Selecting Ryan shows that Romney "has the leadership and courage to present to the American people a real contrast and a real debate that the American people deserve," Priebus said on NBC's "Meet the Press." Even so, Romney's campaign stressed that the presumptive Republican nominee would propose his own fiscal plan, suggesting it did not want the former Massachusetts governor to be tied to everything in Ryan's budget.

"The thing you have to remember about these campaigns is that Governor Romney is at the top of the ticket, and that Governor Romney's vision for the country is something that congressman Ryan supports," Romney spokesman Kevin Madden said.

Democrats' efforts to cast Ryan, and, by extension, Romney, as a threat to Medicare could be key in the election. Ryan's plan calls for an end to the guaranteed benefit in Medicare and replaces it with a system that would give vouchers to recipients to pay for health insurance.

The risk in such a plan is that if healthcare costs rise faster than the value of the vouchers, seniors would have to pay the difference. Obama's senior campaign adviser David Axelrod said on "Meet the Press" that the Medicare changes supported by Ryan would send the healthcare program, which polls indicate most Americans do not want changed, into a "death spiral." Independent groups that typically support Democrats have been more dramatic in their criticism.
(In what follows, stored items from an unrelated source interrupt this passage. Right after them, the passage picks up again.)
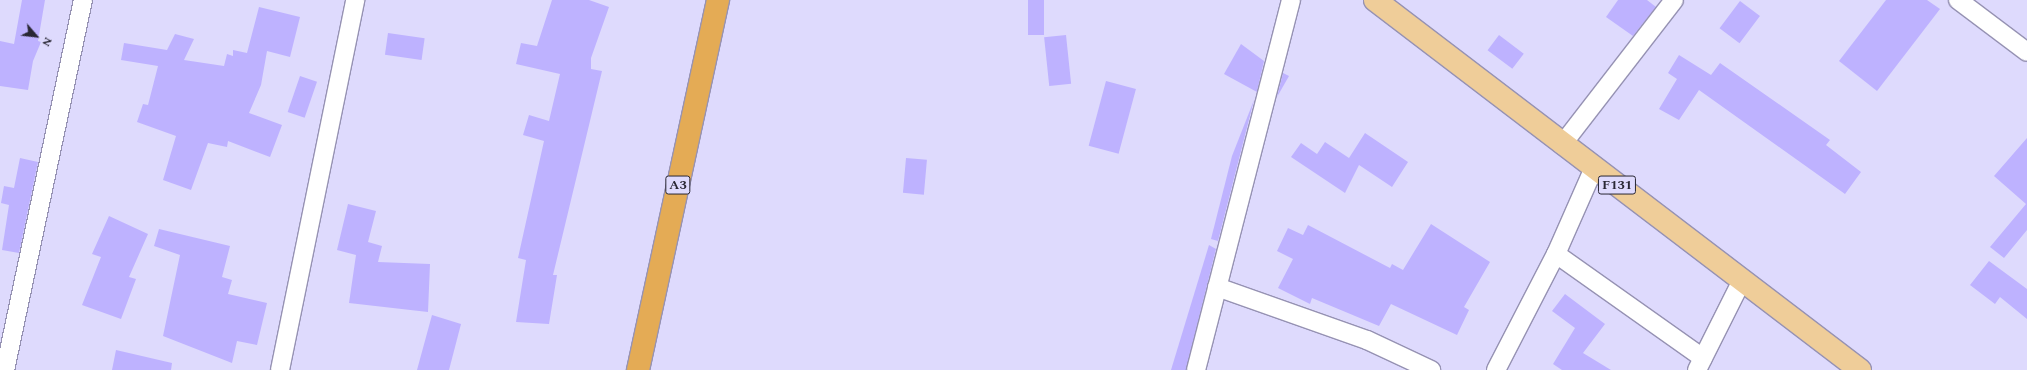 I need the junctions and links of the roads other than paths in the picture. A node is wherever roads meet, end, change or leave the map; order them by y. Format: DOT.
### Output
graph roads {
  1 [pos="83,0"];
  2 [pos="355,0"];
  3 [pos="718,0"];
  4 [pos="1291,0"];
  5 [pos="1674,0"];
  6 [pos="1958,0"];
  7 [pos="1383,2"];
  8 [pos="2027,52"];
  9 [pos="1562,145"];
  10 [pos="1594,168"];
  11 [pos="1556,254"];
  12 [pos="1742,280"];
  13 [pos="1217,287"];
  14 [pos="1700,364"];
  15 [pos="5,370"];
  16 [pos="280,370"];
  17 [pos="638,370"];
  18 [pos="1196,370"];
  19 [pos="1431,370"];
  20 [pos="1496,370"];
  21 [pos="1860,370"];
  1 -- 15 [label="street"];
  2 -- 16 [label="street"];
  3 -- 17 [label="highway, A3"];
  4 -- 13 [label="street"];
  5 -- 9 [label="street"];
  6 -- 8 [label="street"];
  7 -- 9 [label="main road, F131"];
  9 -- 10 [label="main road, F131"];
  10 -- 11 [label="street"];
  10 -- 12 [label="main road, F131"];
  11 -- 14 [label="street"];
  11 -- 20 [label="street"];
  12 -- 14 [label="street"];
  12 -- 21 [label="main road, F131"];
  13 -- 18 [label="street"];
  13 -- 19 [label="street"];
}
Romney rejected the notion that Ryan's plan would kill Medicare. Ryan "has a plan ... to make sure we can save Medicare," Romney said. "And guess what, he's one of two sponsors - and guess what, the other is a leading Democrat," a reference to Oregon Senator Ron Wyden.

Wyden, however, disagreed with Romney's characterization of his work on the Medicare issue, saying that he has voted against Medicare changes proposed in Ryan's budget. Wyden told The Huffington Post that he merely had worked on a "policy paper" with Ryan that was designed to "start a conversation about how Democrats and Republicans might work together to uphold the Medicareguarantee."